Artemis Matins, coordenadora-geral do Sinasefe, destacou a expectativa de que o presidente Luiz Inácio Lula da Silva ajude a destravar as negociações, demonstrando seu compromisso com a educação. “Esperamos ser recebidos pelo presidente Lula para que ele assuma o processo de negociação e concretize o que tem defendido em seus discursos”, disse Artemis.

Negociações com Técnicos-Administrativos

As negociações com os técnicos-administrativos ainda estão em andamento. O governo propôs um aumento médio de 28% entre 2023 e 2026, com 37,6% para as carreiras de menor remuneração. Ivanilda Reis, coordenadora-geral da Fasubra, expressou apoio aos docentes e criticou o encerramento das negociações. Nova rodada de conversas deve ocorrer no início de junho.

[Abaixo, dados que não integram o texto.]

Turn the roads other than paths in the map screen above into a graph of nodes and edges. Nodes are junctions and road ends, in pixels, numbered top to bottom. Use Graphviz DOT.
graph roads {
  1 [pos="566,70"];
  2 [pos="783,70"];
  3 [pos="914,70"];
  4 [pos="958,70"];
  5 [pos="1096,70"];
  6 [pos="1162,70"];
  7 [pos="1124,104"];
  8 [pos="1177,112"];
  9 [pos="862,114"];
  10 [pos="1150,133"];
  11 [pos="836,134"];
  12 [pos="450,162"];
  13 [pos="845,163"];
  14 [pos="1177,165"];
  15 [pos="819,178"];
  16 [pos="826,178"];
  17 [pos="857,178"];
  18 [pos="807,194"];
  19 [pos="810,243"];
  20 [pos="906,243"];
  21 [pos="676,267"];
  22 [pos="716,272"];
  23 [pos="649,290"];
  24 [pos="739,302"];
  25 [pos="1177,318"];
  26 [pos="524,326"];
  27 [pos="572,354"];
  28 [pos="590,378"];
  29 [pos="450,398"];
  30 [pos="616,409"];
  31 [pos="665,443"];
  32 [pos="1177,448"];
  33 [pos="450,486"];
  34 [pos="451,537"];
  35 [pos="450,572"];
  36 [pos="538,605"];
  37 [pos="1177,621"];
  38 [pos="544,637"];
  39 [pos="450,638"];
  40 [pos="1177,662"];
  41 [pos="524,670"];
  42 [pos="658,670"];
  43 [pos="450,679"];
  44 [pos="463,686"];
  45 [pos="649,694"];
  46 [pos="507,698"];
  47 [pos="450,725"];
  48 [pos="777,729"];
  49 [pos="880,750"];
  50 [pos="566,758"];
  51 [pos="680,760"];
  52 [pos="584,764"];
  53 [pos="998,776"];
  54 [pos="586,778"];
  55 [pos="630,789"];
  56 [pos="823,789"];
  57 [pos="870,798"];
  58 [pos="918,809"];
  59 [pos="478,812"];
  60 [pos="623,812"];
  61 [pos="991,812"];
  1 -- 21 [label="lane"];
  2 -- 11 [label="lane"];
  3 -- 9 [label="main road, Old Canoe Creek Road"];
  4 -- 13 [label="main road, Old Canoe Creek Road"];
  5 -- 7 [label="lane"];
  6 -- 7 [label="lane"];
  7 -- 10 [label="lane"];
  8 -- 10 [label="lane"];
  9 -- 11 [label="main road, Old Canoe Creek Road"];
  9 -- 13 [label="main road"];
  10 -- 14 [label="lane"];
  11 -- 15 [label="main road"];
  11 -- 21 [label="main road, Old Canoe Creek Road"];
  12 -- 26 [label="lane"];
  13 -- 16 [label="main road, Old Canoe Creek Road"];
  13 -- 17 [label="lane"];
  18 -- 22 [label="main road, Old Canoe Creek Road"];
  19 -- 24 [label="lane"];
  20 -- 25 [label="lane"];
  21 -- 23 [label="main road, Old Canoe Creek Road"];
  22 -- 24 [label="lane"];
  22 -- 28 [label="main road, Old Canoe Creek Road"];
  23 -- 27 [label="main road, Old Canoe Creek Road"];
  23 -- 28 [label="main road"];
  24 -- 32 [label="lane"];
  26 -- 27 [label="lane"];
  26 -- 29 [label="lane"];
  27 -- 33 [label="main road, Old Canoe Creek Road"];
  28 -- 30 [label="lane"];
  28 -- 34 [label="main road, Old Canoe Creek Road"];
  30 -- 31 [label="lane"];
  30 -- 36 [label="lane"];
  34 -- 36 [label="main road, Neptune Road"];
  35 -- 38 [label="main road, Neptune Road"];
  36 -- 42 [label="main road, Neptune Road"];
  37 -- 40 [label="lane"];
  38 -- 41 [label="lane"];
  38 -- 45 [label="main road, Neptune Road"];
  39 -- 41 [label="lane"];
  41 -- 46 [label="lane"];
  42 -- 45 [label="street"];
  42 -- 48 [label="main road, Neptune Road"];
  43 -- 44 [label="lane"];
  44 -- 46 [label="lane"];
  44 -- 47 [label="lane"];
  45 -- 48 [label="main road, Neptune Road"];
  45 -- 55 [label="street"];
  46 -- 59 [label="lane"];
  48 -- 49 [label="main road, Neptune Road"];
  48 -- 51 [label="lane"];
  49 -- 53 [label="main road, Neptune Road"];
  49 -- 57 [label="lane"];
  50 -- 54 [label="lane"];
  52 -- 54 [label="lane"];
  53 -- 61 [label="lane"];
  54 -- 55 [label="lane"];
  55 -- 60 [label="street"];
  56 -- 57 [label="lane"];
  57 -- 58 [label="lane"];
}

Nota do Ministério da Gestão e Inovação sobre Greve

Em nota, o Ministério da Gestão e Inovação em Serviços Públicos afirmou que o ganho acumulado dos docentes nos próximos quatro anos será de 28% a 43%, dependendo da categoria. Além disso, destacou o aumento do auxílio-alimentação para R$ 1 mil, um incremento de mais de 150% em relação ao governo anterior.

Após cinco rodadas de negociações com entidades representativas, o governo informou que as propostas apresentadas são finais, destacando reuniões específicas com os docentes em 15 de maio e com técnicos administrativos em 21 de maio.